Mr Owaki said Kenya had joined a growing number of nations that agreed to the new measures to open up borders for seafarers, and to increase the number of commercial flights to expedite seafarers' repatriation efforts following an international crew change summit held in London on July 9.
According the union official, records show that nearly 400,000 seafarers were affected, with many at sea for longer than an 11-month limit thus contravening maritime labour laws.
Makena said the first crew change took place on July 21 when two Ukrainians and a Romanian national signed off from MV Petra II, a multi-purpose vessel that plied the Indian Ocean waters in and out of Somalia.
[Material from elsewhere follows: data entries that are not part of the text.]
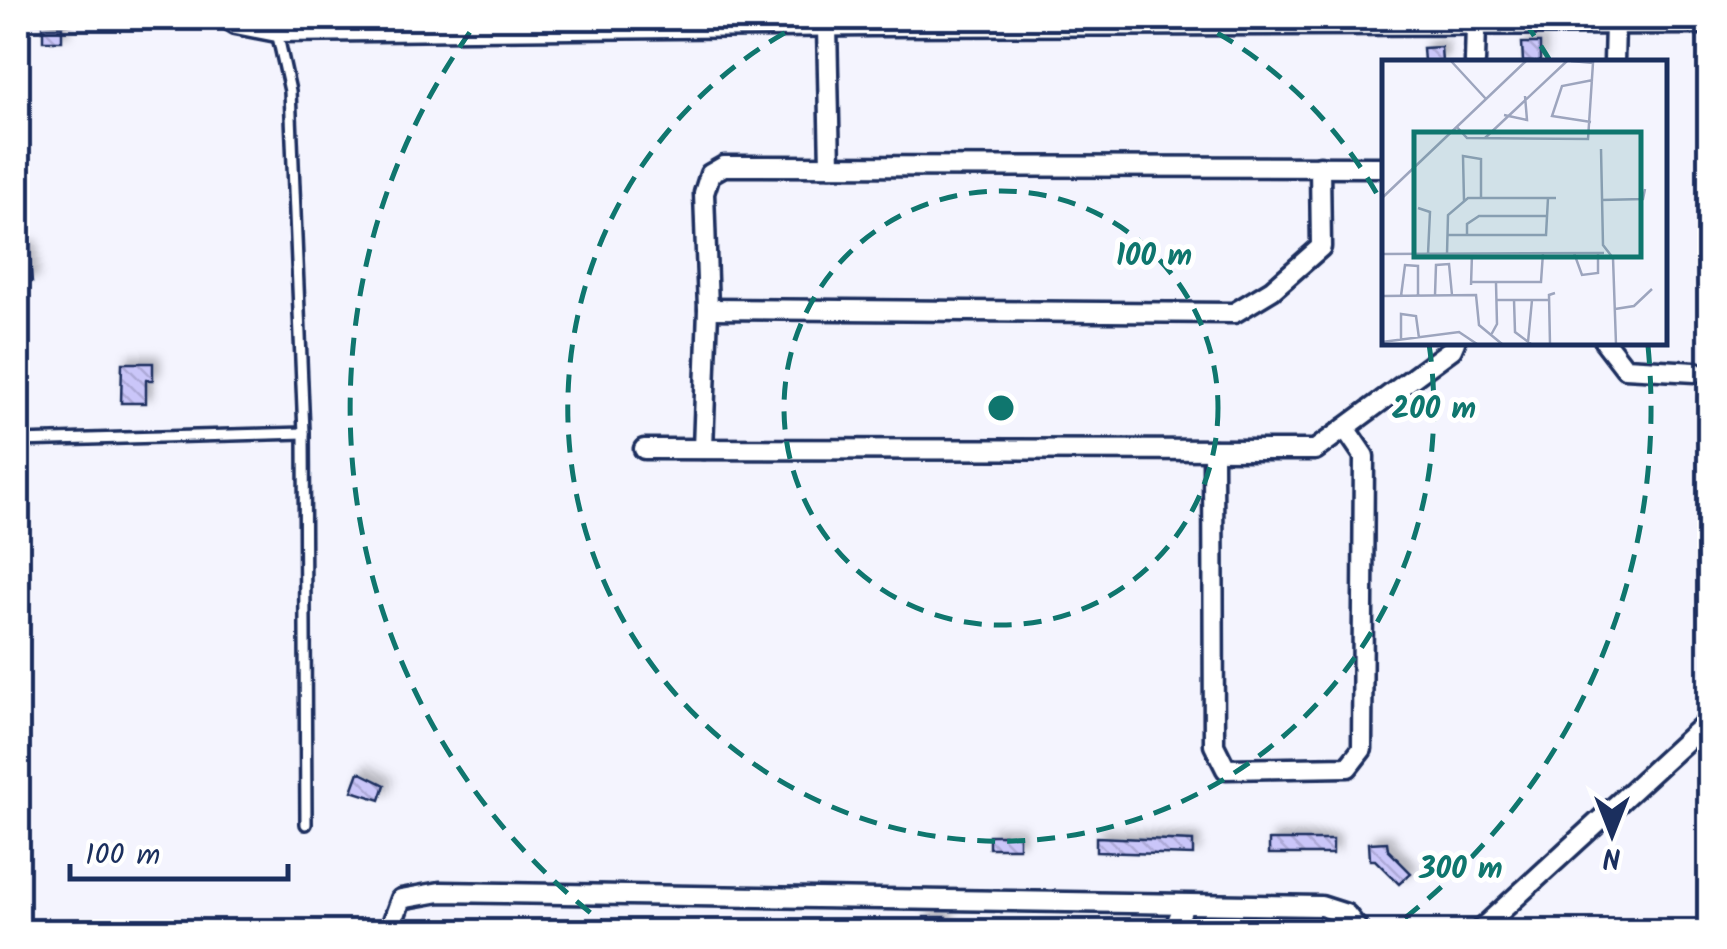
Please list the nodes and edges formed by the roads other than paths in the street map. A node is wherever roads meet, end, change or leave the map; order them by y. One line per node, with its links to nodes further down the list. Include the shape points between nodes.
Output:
1 (226, 18): 10 (street)
2 (1285, 21): 6 (street); 9 (street)
3 (329, 23): 4 (street); 10 (street)
4 (508, 23): 5 (street)
5 (744, 23): 9 (street)
6 (1476, 24): 7 (street); 11 (street)
7 (1615, 24): 8 (street); 12 (street)
8 (1710, 24)
9 (827, 27): 13 (street)
10 (278, 32): 21 (lane, via 290,91)
11 (1475, 60)
12 (1614, 60)
13 (830, 166): 14 (street); 16 (street, via 724,166 710,174 704,193)
14 (1320, 166): 15 (street); 16 (street, via 1321,247 1234,313)
15 (1382, 167)
16 (708, 310): 24 (street)
17 (1454, 345): 20 (street)
18 (1607, 345): 19 (street, via 1625,368)
19 (1696, 372)
20 (1345, 428): 25 (street, via 1315,450); 25 (street, via 1364,456 1362,749 1348,767 1226,768 1214,745)
21 (304, 433): 22 (lane); 27 (lane)
22 (18, 441)
23 (644, 449): 24 (street)
24 (703, 449): 25 (street)
25 (1212, 450)
26 (1710, 718): 32 (street)
27 (306, 824)
28 (1184, 905): 29 (street, via 440,892 401,899); 30 (street); 31 (street, via 1322,906 1346,914)
29 (389, 932)
30 (1172, 932)
31 (1360, 932)
32 (1478, 932)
Two Kenyan seafarers also signed on the same ship.
IMO Secretary General Kitack Lim, in a letter to the Kenya government, said he was pleased with the country's effort to designate Mombasa as a hub to facilitate the crew changes.
"I would like to express my sincere appreciation for the positive response between Kenya and IMO and wish to thank you for supporting IMO’s call to protect seafarers’ wellbeing," said Mr Lim.
Djibouti carried out the first crew change of merchant sailors in its territory on July 3, with officials saying they were ready to assist seafarers join their loved ones on land.
In the meantime, seven Kenyans and a Zimbabwean who work aboard a US-owned cruise ship christened Sea Princess are set to be repatriated home today, with port authorities indicating that they will be taken to harbour aboard a Kenya Ports Authority pilot boat.